The only reason I have any savings is because most of the time, I am very untrusting of people—even the ones I think I know, much less the ones I don't. You know the saying about biting the hand that feeds you? Well, I've already lost most of my fingers. But, part of me is not convinced, and if it gains the upper hand, my entire life will change beyond recognition.

Steelman said...

I contributed through Dawkins' site since he, rather than the charity, was paying the transaction fees. If my company had offered to match contributions, like they did after Katrina, I'd have stretched my dollars that way instead.

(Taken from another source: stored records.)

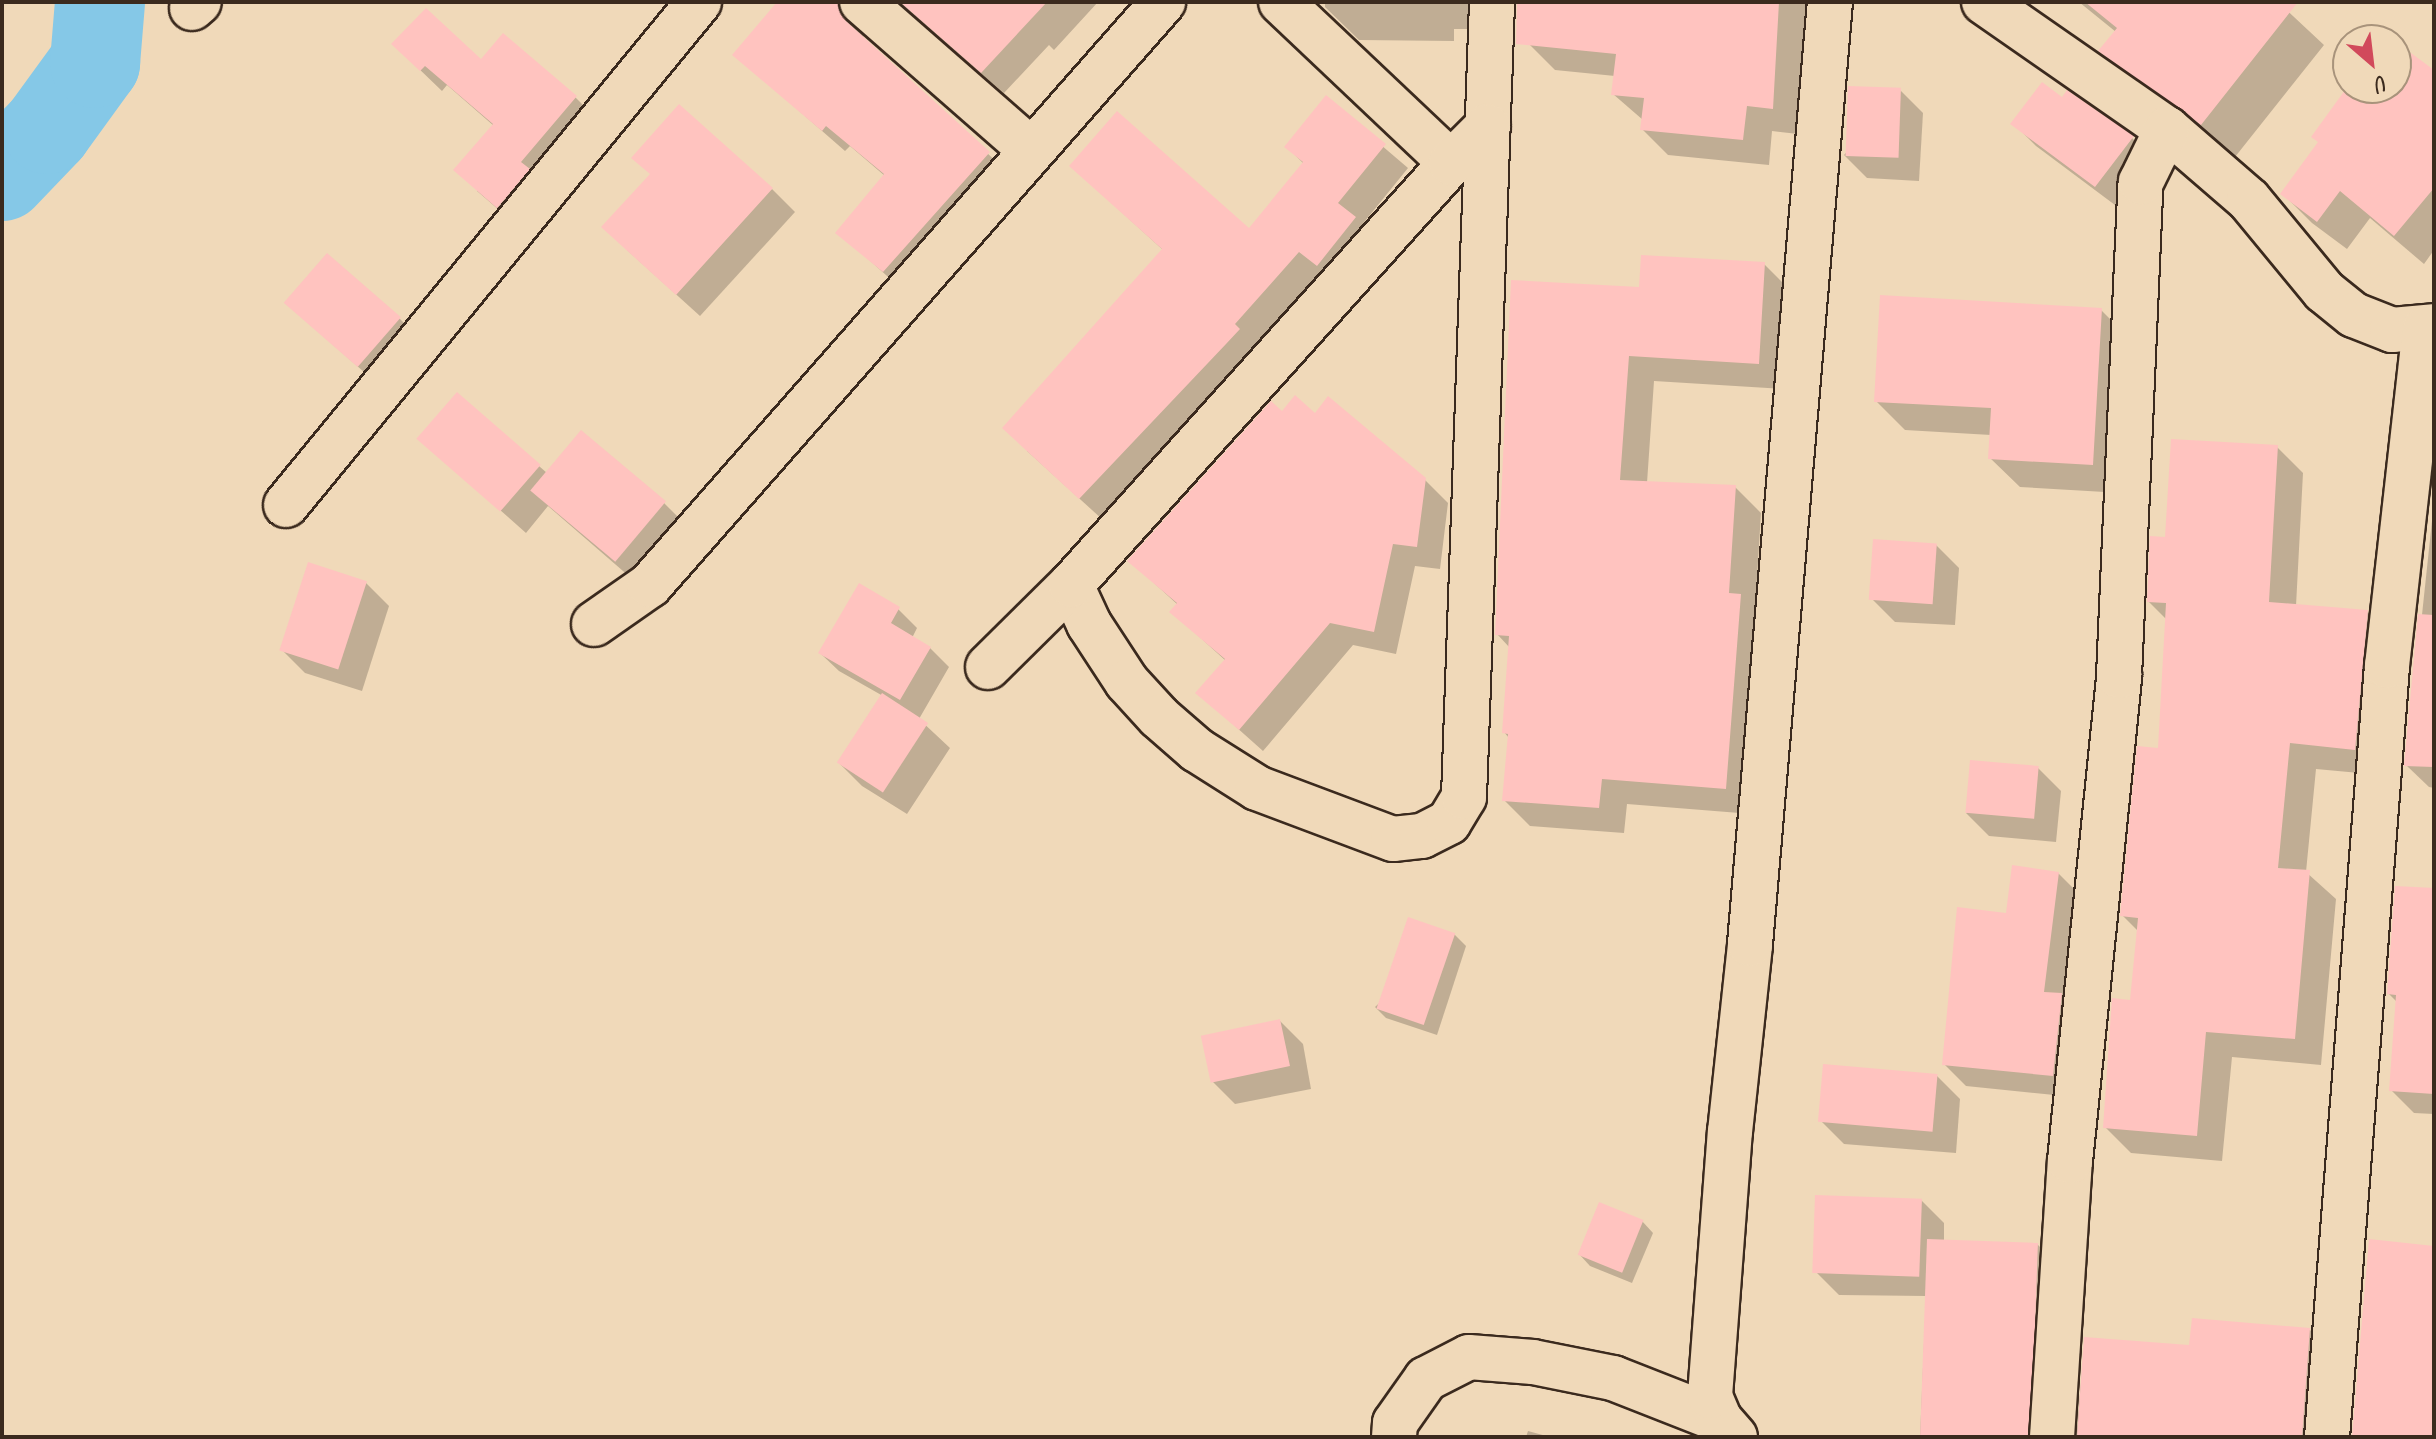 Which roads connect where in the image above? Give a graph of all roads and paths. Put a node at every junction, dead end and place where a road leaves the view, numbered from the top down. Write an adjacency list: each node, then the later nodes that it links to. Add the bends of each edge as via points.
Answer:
1 (699, 2): 13 (street)
2 (862, 2): 10 (street)
3 (1163, 2): 10 (street)
4 (1281, 2): 11 (street)
5 (1492, 2): 8 (street)
6 (1830, 2): 17 (street, via 1710,1396)
7 (1984, 2): 9 (street)
8 (1488, 126): 11 (street); 14 (street, via 1464,797 1449,822 1422,836 1393,839 1257,788 1197,750 1159,717 1127,682)
9 (2167, 129): 12 (street, via 2249,200 2324,291 2354,315 2392,330); 19 (street, via 2141,182 2119,676 2070,1161)
10 (1031, 150): 15 (street, via 650,585)
11 (1451, 163): 14 (street)
12 (2430, 327): 20 (street, via 2387,666)
13 (286, 505)
14 (1071, 585): 16 (street)
15 (594, 624)
16 (988, 667)
17 (1727, 1428): 18 (street, via 1613,1378 1533,1362 1469,1357 1426,1379 1395,1423)
18 (1394, 1437)
19 (2052, 1437)
20 (2327, 1437) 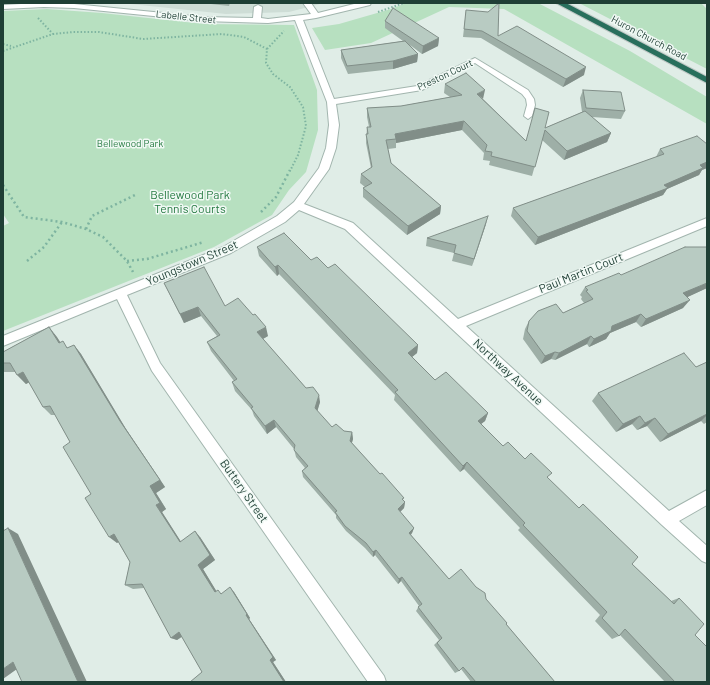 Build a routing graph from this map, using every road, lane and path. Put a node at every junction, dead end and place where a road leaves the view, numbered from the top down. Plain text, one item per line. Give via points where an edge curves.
1 (307, 3) edge
2 (367, 3) edge
3 (560, 3) edge
4 (44, 4) edge
5 (98, 5) edge
6 (3, 7) edge
7 (258, 7) dead end
8 (34, 13) dead end
9 (316, 16) junction
10 (298, 18) junction
11 (257, 21) junction
12 (288, 28) dead end
13 (53, 34) junction
14 (3, 44) edge
15 (12, 47) junction
16 (267, 49) junction
17 (3, 51) edge
18 (707, 80) edge
19 (331, 102) junction
20 (528, 116) dead end
21 (3, 185) edge
22 (138, 194) dead end
23 (298, 205) junction
24 (258, 215) dead end
25 (62, 222) junction
26 (707, 222) edge
27 (86, 229) junction
28 (209, 240) dead end
29 (27, 261) dead end
30 (127, 261) junction
31 (136, 277) dead end
32 (120, 293) junction
33 (456, 325) junction
34 (3, 341) edge
35 (707, 497) edge
36 (667, 520) junction
37 (707, 556) edge
38 (378, 682) edge

1 - 9 street
2 - 9 street, Labelle Street
3 - 18 highway, Huron Church Road
4 - 5 street, Labelle Street
4 - 6 street, Labelle Street
5 - 11 street, Labelle Street via 203,19
7 - 11 street
8 - 13 path
9 - 10 street, Labelle Street
10 - 11 street, Labelle Street
10 - 19 street, Youngstown Street
12 - 16 path
13 - 15 path
13 - 16 path via 99,32 143,39 222,34 244,37
14 - 15 path
15 - 17 path
16 - 24 path via 266,63 273,74 290,87 303,108 306,126 298,155 276,197
19 - 20 street, Preston Court via 419,88 475,60 525,92 531,105
19 - 23 street, Youngstown Street via 334,125 331,148 324,169
21 - 25 path via 24,217
22 - 27 path via 92,216
23 - 32 street, Youngstown Street via 281,219 227,250
23 - 33 street, Northway Avenue via 349,226
25 - 27 path
25 - 29 path via 44,247
26 - 33 street, Paul Martin Court
27 - 30 path via 104,237
28 - 30 path via 147,259
30 - 31 path
32 - 34 street, Youngstown Street
32 - 38 street, Buttery Street via 156,367
33 - 36 street, Northway Avenue
35 - 36 street
36 - 37 street, Northway Avenue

And thanks to those religious killjoys for the free press; they've played right into our godlessly generous, caring,, fiendish plot. Would it be too much trouble for them to say something like what I would say to them? "While I differ with that group's metaphysical beliefs, it's wonderful that good people are willing to help their fellow human beings in a time of crisis."

True, the contribution page at takes a rather generalized ideological shot at the religious, but it doesn't imply that they must renounce their beliefs for their charitable giving to be considered morally valid (well, maybe a little). Nevertheless, it doesn't match the attitude of some of those who have had their self-righteous feelings stepped on by the human kindness of atheists.